_WHAT YOU SHOULD DO_
Repeat every entry below exactly as given.

----------

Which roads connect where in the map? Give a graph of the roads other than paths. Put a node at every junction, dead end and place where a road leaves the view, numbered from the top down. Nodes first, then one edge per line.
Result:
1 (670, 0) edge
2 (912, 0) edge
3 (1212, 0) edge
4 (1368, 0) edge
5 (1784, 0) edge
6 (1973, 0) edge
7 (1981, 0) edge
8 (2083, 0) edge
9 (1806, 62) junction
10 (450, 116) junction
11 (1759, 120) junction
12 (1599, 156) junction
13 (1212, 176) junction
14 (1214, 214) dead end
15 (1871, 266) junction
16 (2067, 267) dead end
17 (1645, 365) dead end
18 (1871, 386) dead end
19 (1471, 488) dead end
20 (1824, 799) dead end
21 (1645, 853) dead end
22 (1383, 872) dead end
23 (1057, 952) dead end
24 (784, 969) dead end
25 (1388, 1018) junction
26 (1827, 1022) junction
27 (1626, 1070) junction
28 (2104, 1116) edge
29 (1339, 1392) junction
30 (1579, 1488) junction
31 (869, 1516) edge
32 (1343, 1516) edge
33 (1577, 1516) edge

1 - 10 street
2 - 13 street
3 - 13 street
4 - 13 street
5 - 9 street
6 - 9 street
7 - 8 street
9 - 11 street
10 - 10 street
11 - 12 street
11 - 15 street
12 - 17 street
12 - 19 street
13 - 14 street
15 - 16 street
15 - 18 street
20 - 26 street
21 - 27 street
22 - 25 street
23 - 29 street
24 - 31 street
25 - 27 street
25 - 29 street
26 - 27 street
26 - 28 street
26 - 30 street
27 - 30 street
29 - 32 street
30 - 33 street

----------

_OUTPUT OF THE EXERCISE_
Which roads connect where in the map? Give a graph of the roads other than paths. Put a node at every junction, dead end and place where a road leaves the view, numbered from the top down. Nodes first, then one edge per line.
Result:
1 (670, 0) edge
2 (912, 0) edge
3 (1212, 0) edge
4 (1368, 0) edge
5 (1784, 0) edge
6 (1973, 0) edge
7 (1981, 0) edge
8 (2083, 0) edge
9 (1806, 62) junction
10 (450, 116) junction
11 (1759, 120) junction
12 (1599, 156) junction
13 (1212, 176) junction
14 (1214, 214) dead end
15 (1871, 266) junction
16 (2067, 267) dead end
17 (1645, 365) dead end
18 (1871, 386) dead end
19 (1471, 488) dead end
20 (1824, 799) dead end
21 (1645, 853) dead end
22 (1383, 872) dead end
23 (1057, 952) dead end
24 (784, 969) dead end
25 (1388, 1018) junction
26 (1827, 1022) junction
27 (1626, 1070) junction
28 (2104, 1116) edge
29 (1339, 1392) junction
30 (1579, 1488) junction
31 (869, 1516) edge
32 (1343, 1516) edge
33 (1577, 1516) edge

1 - 10 street
2 - 13 street
3 - 13 street
4 - 13 street
5 - 9 street
6 - 9 street
7 - 8 street
9 - 11 street
10 - 10 street
11 - 12 street
11 - 15 street
12 - 17 street
12 - 19 street
13 - 14 street
15 - 16 street
15 - 18 street
20 - 26 street
21 - 27 street
22 - 25 street
23 - 29 street
24 - 31 street
25 - 27 street
25 - 29 street
26 - 27 street
26 - 28 street
26 - 30 street
27 - 30 street
29 - 32 street
30 - 33 street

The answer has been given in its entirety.